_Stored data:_
++++++++

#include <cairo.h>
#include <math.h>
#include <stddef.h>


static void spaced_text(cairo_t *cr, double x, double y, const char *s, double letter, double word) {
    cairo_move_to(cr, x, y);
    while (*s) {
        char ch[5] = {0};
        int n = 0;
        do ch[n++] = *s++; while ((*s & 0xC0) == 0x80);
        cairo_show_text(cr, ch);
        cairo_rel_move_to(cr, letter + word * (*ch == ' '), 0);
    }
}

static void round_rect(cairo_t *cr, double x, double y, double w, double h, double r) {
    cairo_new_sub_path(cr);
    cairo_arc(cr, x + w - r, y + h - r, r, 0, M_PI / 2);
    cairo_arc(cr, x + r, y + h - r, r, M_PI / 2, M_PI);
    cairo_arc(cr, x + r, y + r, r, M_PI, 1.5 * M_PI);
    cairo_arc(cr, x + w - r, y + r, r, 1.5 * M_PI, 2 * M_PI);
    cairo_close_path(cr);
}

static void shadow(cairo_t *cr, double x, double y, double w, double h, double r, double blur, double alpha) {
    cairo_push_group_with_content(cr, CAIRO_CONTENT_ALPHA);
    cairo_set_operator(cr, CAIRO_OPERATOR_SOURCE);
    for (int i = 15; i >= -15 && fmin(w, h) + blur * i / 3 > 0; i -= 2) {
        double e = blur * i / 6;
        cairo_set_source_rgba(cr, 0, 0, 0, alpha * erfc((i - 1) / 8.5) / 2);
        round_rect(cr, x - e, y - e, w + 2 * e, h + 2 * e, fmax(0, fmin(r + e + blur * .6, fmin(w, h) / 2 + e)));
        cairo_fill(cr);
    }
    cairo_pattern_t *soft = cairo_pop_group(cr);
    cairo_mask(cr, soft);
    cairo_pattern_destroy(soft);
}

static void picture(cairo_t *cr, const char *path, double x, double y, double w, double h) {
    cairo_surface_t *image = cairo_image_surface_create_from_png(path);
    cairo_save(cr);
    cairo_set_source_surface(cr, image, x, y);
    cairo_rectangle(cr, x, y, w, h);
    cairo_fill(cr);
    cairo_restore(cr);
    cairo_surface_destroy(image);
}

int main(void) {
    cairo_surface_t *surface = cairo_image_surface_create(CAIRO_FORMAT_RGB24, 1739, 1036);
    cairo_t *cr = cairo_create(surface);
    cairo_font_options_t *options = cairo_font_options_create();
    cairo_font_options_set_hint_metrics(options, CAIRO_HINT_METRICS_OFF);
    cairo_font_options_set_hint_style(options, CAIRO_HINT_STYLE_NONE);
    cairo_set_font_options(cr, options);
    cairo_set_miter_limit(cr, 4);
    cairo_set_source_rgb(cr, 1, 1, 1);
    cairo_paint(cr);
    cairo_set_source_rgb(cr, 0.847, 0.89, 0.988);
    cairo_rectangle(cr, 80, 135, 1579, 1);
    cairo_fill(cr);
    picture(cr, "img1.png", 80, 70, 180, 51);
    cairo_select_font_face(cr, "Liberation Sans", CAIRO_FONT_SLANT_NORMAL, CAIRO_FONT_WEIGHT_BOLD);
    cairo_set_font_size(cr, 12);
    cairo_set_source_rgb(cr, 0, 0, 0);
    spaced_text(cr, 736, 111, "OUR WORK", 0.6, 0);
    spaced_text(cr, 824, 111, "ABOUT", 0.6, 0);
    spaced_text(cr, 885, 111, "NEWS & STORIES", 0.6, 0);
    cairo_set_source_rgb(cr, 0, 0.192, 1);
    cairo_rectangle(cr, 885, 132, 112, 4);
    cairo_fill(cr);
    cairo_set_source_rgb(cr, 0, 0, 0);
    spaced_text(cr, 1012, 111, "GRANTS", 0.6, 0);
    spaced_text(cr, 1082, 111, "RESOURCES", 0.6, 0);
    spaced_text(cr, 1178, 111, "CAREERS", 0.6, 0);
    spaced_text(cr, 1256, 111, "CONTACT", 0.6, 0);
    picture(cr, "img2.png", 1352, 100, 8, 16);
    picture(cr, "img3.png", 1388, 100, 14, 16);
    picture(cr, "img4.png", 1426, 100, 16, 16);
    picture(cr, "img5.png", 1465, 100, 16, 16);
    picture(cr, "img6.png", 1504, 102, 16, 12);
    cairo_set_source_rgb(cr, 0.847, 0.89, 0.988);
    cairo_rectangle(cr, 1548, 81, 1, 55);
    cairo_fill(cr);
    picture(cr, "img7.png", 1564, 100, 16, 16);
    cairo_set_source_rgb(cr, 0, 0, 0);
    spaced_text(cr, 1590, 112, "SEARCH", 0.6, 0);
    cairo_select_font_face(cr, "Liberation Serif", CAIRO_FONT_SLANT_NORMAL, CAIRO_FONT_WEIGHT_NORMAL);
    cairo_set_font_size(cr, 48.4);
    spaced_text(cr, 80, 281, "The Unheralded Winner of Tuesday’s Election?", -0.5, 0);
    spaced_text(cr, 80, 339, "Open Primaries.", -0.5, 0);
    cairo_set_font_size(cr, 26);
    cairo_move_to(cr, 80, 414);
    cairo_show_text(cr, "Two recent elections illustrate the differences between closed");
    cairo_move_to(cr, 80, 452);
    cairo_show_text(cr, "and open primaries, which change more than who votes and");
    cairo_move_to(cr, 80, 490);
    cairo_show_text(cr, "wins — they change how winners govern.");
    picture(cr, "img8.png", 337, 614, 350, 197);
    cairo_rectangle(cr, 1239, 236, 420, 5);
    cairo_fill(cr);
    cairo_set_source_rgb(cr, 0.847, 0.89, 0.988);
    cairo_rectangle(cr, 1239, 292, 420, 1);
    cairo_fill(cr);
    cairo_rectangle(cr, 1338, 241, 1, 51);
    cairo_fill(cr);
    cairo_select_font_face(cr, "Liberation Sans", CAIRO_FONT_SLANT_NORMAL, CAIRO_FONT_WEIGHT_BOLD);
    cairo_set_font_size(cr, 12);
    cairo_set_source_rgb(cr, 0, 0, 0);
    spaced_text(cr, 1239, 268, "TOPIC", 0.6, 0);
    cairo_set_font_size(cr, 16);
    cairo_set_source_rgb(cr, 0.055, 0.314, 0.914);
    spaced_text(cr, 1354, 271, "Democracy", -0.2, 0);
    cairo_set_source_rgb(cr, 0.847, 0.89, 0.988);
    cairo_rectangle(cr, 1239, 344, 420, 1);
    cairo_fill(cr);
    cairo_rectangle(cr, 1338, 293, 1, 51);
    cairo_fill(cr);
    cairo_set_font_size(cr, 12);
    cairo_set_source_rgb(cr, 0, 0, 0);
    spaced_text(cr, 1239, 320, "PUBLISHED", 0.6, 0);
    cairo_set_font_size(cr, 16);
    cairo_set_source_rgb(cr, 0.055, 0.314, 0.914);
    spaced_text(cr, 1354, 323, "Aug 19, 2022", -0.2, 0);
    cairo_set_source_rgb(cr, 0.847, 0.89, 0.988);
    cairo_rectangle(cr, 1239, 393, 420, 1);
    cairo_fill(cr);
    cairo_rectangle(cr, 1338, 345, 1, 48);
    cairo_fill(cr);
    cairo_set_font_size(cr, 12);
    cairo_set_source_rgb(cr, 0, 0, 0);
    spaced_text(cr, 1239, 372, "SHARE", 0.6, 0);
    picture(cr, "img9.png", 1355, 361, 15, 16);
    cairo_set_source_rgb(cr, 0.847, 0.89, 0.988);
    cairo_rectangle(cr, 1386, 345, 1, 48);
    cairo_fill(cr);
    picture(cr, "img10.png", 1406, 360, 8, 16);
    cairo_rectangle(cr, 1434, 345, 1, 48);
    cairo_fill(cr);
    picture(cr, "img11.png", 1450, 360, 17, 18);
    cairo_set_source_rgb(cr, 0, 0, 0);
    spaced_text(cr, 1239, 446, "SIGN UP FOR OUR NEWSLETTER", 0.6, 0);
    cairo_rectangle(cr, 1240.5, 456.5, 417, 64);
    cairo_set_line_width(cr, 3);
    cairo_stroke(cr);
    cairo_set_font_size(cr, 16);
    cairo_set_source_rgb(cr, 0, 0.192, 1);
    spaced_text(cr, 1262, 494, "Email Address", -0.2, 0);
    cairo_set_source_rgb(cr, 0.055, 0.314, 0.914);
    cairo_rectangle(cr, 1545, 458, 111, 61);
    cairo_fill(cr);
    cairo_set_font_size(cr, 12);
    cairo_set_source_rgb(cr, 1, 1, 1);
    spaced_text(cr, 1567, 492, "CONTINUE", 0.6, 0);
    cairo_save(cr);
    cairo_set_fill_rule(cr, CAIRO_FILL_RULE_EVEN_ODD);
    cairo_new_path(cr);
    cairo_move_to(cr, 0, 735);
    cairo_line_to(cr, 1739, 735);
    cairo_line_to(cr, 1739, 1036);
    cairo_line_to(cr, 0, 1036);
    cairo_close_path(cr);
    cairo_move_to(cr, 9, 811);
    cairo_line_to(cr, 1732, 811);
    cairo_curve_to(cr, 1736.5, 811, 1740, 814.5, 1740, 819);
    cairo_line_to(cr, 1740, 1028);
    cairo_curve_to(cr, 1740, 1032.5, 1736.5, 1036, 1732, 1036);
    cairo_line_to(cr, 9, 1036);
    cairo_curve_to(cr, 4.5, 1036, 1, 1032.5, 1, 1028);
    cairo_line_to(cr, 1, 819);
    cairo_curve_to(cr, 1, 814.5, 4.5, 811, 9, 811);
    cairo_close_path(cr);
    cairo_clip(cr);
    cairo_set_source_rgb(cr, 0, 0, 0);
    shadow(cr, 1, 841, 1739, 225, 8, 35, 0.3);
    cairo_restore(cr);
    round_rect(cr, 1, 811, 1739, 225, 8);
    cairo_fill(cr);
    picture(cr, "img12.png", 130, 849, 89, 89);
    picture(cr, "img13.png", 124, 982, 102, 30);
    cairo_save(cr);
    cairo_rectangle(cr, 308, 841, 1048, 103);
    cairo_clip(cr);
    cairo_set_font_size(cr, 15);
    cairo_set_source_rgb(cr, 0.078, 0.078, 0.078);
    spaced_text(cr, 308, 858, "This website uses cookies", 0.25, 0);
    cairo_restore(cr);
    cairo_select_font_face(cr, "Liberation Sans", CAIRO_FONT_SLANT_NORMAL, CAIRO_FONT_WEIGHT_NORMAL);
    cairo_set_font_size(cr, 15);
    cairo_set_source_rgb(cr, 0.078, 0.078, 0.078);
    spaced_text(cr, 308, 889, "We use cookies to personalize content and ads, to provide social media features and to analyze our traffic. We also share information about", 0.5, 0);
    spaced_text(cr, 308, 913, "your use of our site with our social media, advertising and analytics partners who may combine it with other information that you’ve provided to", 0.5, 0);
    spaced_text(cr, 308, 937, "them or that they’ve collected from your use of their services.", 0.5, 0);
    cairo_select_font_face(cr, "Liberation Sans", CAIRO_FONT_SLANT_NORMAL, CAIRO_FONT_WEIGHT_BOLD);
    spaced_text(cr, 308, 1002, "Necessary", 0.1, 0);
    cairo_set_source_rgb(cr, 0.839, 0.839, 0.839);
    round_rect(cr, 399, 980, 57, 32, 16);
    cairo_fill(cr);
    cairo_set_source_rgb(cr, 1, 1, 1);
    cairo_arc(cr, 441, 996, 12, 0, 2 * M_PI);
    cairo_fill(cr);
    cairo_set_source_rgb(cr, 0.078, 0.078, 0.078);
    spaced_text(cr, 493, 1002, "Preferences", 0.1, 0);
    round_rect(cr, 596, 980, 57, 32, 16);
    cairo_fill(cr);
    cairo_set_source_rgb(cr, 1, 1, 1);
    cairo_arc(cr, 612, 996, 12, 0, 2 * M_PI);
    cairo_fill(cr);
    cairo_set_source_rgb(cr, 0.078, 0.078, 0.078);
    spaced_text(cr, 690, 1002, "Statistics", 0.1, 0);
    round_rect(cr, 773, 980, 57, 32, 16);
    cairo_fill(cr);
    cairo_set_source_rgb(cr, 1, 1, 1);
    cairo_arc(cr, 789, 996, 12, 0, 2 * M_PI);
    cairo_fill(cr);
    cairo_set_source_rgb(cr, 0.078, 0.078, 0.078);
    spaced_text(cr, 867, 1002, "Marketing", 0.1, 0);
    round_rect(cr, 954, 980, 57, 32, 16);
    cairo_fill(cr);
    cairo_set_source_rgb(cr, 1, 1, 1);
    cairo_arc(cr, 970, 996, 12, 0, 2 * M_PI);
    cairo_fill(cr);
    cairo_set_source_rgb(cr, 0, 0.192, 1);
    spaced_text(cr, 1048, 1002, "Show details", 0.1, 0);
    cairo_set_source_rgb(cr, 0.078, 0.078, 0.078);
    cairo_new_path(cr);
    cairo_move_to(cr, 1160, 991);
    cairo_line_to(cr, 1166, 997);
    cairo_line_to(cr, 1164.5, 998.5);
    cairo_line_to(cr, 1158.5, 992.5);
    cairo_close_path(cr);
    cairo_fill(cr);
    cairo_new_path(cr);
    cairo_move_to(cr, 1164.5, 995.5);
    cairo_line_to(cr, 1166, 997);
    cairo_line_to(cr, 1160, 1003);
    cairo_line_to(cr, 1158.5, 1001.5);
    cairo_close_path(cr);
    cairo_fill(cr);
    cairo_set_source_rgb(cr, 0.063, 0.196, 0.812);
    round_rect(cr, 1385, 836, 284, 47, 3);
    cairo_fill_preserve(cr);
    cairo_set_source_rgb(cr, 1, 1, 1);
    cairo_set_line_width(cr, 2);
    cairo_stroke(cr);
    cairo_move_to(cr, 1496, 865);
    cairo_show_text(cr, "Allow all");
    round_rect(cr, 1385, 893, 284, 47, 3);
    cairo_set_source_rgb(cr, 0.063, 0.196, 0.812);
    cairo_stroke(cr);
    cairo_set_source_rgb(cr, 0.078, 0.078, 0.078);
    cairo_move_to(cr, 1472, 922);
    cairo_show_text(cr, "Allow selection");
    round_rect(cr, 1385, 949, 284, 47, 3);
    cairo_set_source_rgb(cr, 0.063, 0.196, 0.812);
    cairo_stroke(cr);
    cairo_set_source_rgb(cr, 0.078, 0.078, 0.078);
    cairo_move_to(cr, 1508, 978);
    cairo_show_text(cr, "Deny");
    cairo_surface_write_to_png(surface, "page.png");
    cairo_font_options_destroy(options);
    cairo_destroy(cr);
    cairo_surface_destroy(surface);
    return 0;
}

++++++++

_WHAT TO DO:_ Would you please filter the lines above and copy every one that includes "void"?

_RESULT FOR THIS TASK:_
static void spaced_text(cairo_t *cr, double x, double y, const char *s, double letter, double word) {
static void round_rect(cairo_t *cr, double x, double y, double w, double h, double r) {
static void shadow(cairo_t *cr, double x, double y, double w, double h, double r, double blur, double alpha) {
static void picture(cairo_t *cr, const char *path, double x, double y, double w, double h) {
int main(void) {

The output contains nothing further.